Converting Character Encodings to UTF-8 in PHP - Fresh Blurbs by Irakli Nadareishvili

Character encodings are always “fun” to deal with. The fortunate and naive ones amongst you, who believe that utf-8 solved all pains in the multilingual encoding arena, let me tell you: “you are lucky to be in your surreal world”.

I was trying to hook up a PHP application with a web-service wrapped around a legacy application, today. Unfortunately, that web-service was only capable of sending me a ISO-8859-15-encoded output. Since the guy who did the service was in enough pain having had to script it in Lotus Notes Scripting Language, I did not dare ask to fix the problem.
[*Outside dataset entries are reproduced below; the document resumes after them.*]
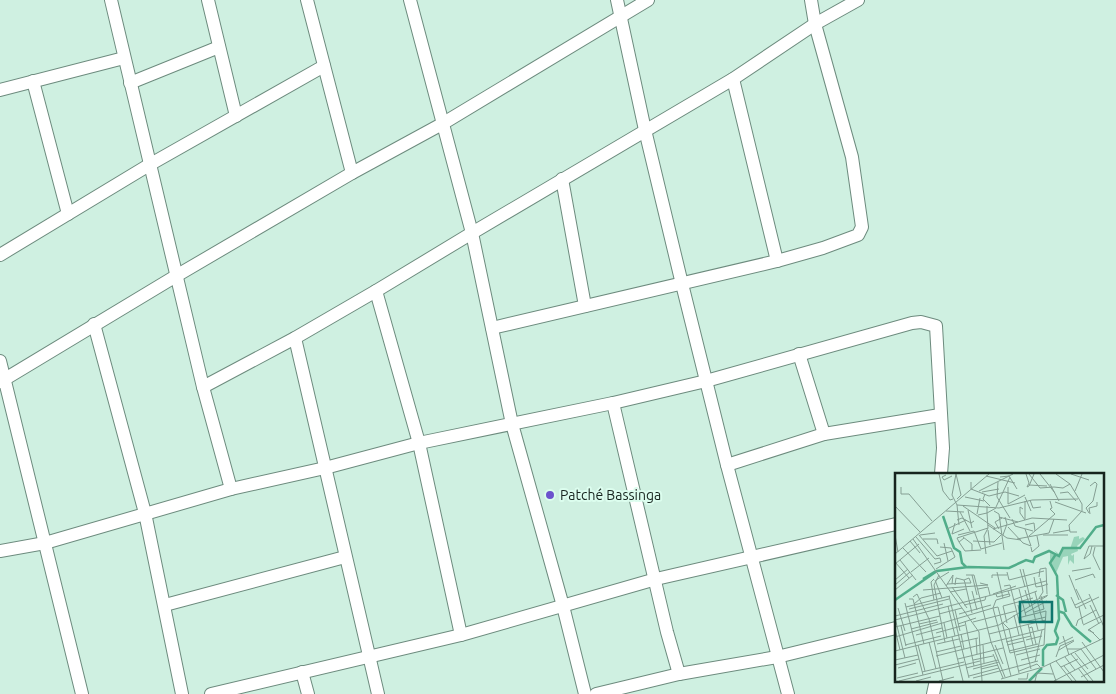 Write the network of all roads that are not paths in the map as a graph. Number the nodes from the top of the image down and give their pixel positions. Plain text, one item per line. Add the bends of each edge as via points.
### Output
1 (111, 0) edge
2 (208, 0) edge
3 (307, 0) edge
4 (411, 0) edge
5 (617, 0) edge
6 (648, 0) edge
7 (811, 0) edge
8 (858, 0) edge
9 (621, 16) junction
10 (815, 24) junction
11 (219, 47) junction
12 (124, 58) junction
13 (324, 66) junction
14 (733, 79) junction
15 (33, 82) junction
16 (130, 83) junction
17 (0, 90) edge
18 (236, 116) junction
19 (442, 124) junction
20 (645, 130) junction
21 (149, 165) junction
22 (352, 173) junction
23 (562, 179) junction
24 (68, 214) junction
25 (472, 233) junction
26 (0, 255) edge
27 (777, 261) junction
28 (176, 276) junction
29 (682, 284) junction
30 (376, 291) junction
31 (585, 306) junction
32 (94, 324) junction
33 (492, 328) junction
34 (294, 338) junction
35 (799, 354) junction
36 (0, 361) edge
37 (2, 381) edge
38 (706, 381) junction
39 (203, 387) junction
40 (613, 403) junction
41 (940, 415) junction
42 (512, 424) junction
43 (824, 434) junction
44 (419, 443) junction
45 (727, 465) junction
46 (325, 468) junction
47 (941, 473) edge
48 (231, 489) junction
49 (145, 513) junction
50 (895, 524) edge
51 (45, 543) junction
52 (0, 551) edge
53 (345, 557) junction
54 (752, 557) junction
55 (656, 579) junction
56 (165, 605) junction
57 (564, 606) junction
58 (895, 628) edge
59 (461, 635) junction
60 (368, 657) junction
61 (777, 657) junction
62 (302, 672) junction
63 (679, 674) junction
64 (82, 694) edge
65 (182, 694) edge
66 (211, 694) edge
67 (308, 694) edge
68 (378, 694) edge
69 (585, 694) edge
70 (596, 694) edge
71 (788, 694) edge

1 - 12 street
2 - 11 street
3 - 13 street
4 - 19 street
5 - 9 street
6 - 9 street
7 - 10 street
8 - 10 street
9 - 19 street
9 - 20 street
10 - 14 street
10 - 27 street via 852,157 862,227 858,235
11 - 16 street
11 - 18 street
12 - 15 street
12 - 16 street
13 - 18 street
13 - 22 street
14 - 20 street
14 - 27 street
15 - 17 street
15 - 24 street
16 - 21 street
18 - 21 street
19 - 22 street
19 - 25 street
20 - 23 street
20 - 29 street
21 - 24 street
21 - 28 street
22 - 28 street
23 - 25 street
23 - 31 street
24 - 26 street
25 - 30 street
25 - 33 street
27 - 29 street
28 - 32 street
28 - 39 street
29 - 31 street
29 - 38 street
30 - 34 street
30 - 44 street
31 - 33 street
32 - 37 street
32 - 49 street
33 - 42 street
34 - 39 street
34 - 46 street
35 - 38 street
35 - 41 street via 912,323 936,326
35 - 43 street
36 - 37 street
37 - 51 street
38 - 40 street
38 - 45 street
39 - 48 street
40 - 42 street
40 - 55 street
41 - 43 street
41 - 47 street
42 - 44 street
42 - 57 street
43 - 45 street
44 - 46 street
44 - 59 street
45 - 54 street
46 - 48 street
46 - 53 street
48 - 49 street
49 - 51 street
49 - 56 street
50 - 54 street
51 - 52 street
51 - 64 street
53 - 56 street
53 - 60 street
54 - 55 street
54 - 61 street
55 - 57 street
55 - 63 street
56 - 65 street
57 - 59 street
57 - 69 street
58 - 61 street
59 - 60 street
60 - 62 street
60 - 68 street
61 - 63 street
61 - 71 street
62 - 66 street
62 - 67 street
63 - 70 street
Neither do I know (or want to know) enough about Lotus Notes to assume that it was possible, at all.

So I tried fixing the problem on the PHP side. Now, PHP does have a nice method called utf8_encode that encodes ISO-8859-1 strings into UTF-8. You may say - No brainer? Well, not quite. My input was ISO-8859-15. The bratty “5” in the end stands for some extra characters mainly used in French and Finnish, but popping up in Turkish, in my case.
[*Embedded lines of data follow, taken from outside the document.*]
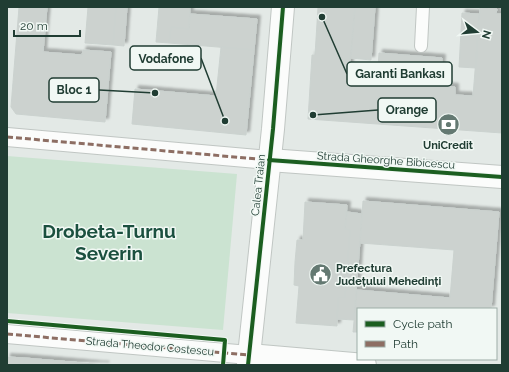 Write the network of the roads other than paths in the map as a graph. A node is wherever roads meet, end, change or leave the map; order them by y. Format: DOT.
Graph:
graph roads {
  1 [pos="283,7"];
  2 [pos="423,7"];
  3 [pos="421,46"];
  4 [pos="7,137"];
  5 [pos="269,160"];
  6 [pos="502,177"];
  7 [pos="7,334"];
  8 [pos="248,360"];
  9 [pos="365,365"];
  1 -- 5 [label="street, Calea Traian"];
  2 -- 3 [label="lane"];
  4 -- 5 [label="street, Strada Gheorghe Bibicescu"];
  5 -- 6 [label="street, Strada Gheorghe Bibicescu"];
  5 -- 8 [label="street, Calea Traian"];
  7 -- 8 [label="street, Strada Theodor Costescu"];
  8 -- 9 [label="street, Strada Theodor Costescu"];
} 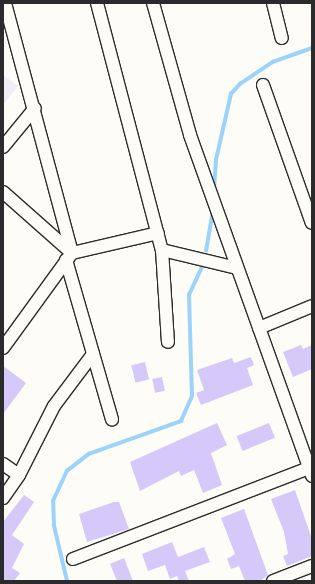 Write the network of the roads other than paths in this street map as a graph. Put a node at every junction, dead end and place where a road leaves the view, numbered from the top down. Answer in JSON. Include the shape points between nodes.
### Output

What finally worked was encoding the tricky characters with htmlentities like this:

$htmlized = htmlentities( $rawinput, ENT_NOQUOTES, 'ISO-8859-15');

In PHP5, you can actually decode it right away and get a “clean” output if you do something like:

$rawinput_utf8 = html_entity_decode( $htmlized, ENT_NOQUOTES, 'UTF-8');

but it does not work in PHP4, for multibyte encodings (e.g. UTF-8) so - watch out.